DATASET EXCERPTS:
+--

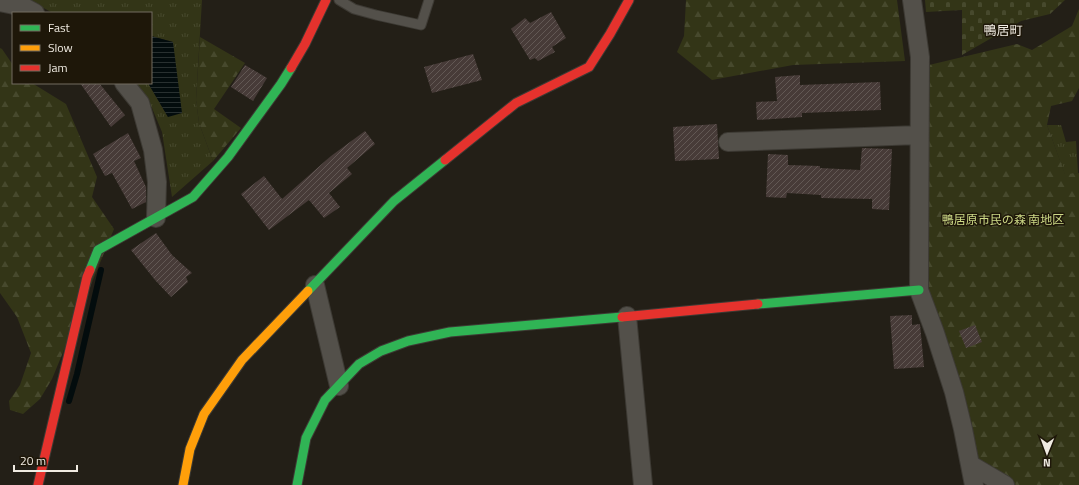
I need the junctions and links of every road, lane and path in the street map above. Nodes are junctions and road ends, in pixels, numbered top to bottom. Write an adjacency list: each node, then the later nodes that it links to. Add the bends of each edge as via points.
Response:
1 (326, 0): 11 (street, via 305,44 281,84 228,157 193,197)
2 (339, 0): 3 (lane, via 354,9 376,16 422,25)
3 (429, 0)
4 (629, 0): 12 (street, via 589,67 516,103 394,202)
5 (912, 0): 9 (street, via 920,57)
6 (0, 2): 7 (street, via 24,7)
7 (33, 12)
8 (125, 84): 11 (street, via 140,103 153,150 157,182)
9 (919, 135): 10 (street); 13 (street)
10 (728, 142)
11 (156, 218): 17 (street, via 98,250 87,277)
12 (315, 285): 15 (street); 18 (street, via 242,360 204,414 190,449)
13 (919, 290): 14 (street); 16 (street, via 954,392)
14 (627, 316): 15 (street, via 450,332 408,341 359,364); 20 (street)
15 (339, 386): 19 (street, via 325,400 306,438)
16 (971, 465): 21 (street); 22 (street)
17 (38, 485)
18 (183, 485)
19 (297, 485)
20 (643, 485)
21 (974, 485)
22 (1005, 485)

+--

WHAT YOU NEED TO DO: Instruction for this listing: copy it exactly, but leave the images behind.

RESULT BELOW:
I need the junctions and links of every road, lane and path in the street map above. Nodes are junctions and road ends, in pixels, numbered top to bottom. Write an adjacency list: each node, then the later nodes that it links to. Add the bends of each edge as via points.
Response:
1 (326, 0): 11 (street, via 305,44 281,84 228,157 193,197)
2 (339, 0): 3 (lane, via 354,9 376,16 422,25)
3 (429, 0)
4 (629, 0): 12 (street, via 589,67 516,103 394,202)
5 (912, 0): 9 (street, via 920,57)
6 (0, 2): 7 (street, via 24,7)
7 (33, 12)
8 (125, 84): 11 (street, via 140,103 153,150 157,182)
9 (919, 135): 10 (street); 13 (street)
10 (728, 142)
11 (156, 218): 17 (street, via 98,250 87,277)
12 (315, 285): 15 (street); 18 (street, via 242,360 204,414 190,449)
13 (919, 290): 14 (street); 16 (street, via 954,392)
14 (627, 316): 15 (street, via 450,332 408,341 359,364); 20 (street)
15 (339, 386): 19 (street, via 325,400 306,438)
16 (971, 465): 21 (street); 22 (street)
17 (38, 485)
18 (183, 485)
19 (297, 485)
20 (643, 485)
21 (974, 485)
22 (1005, 485)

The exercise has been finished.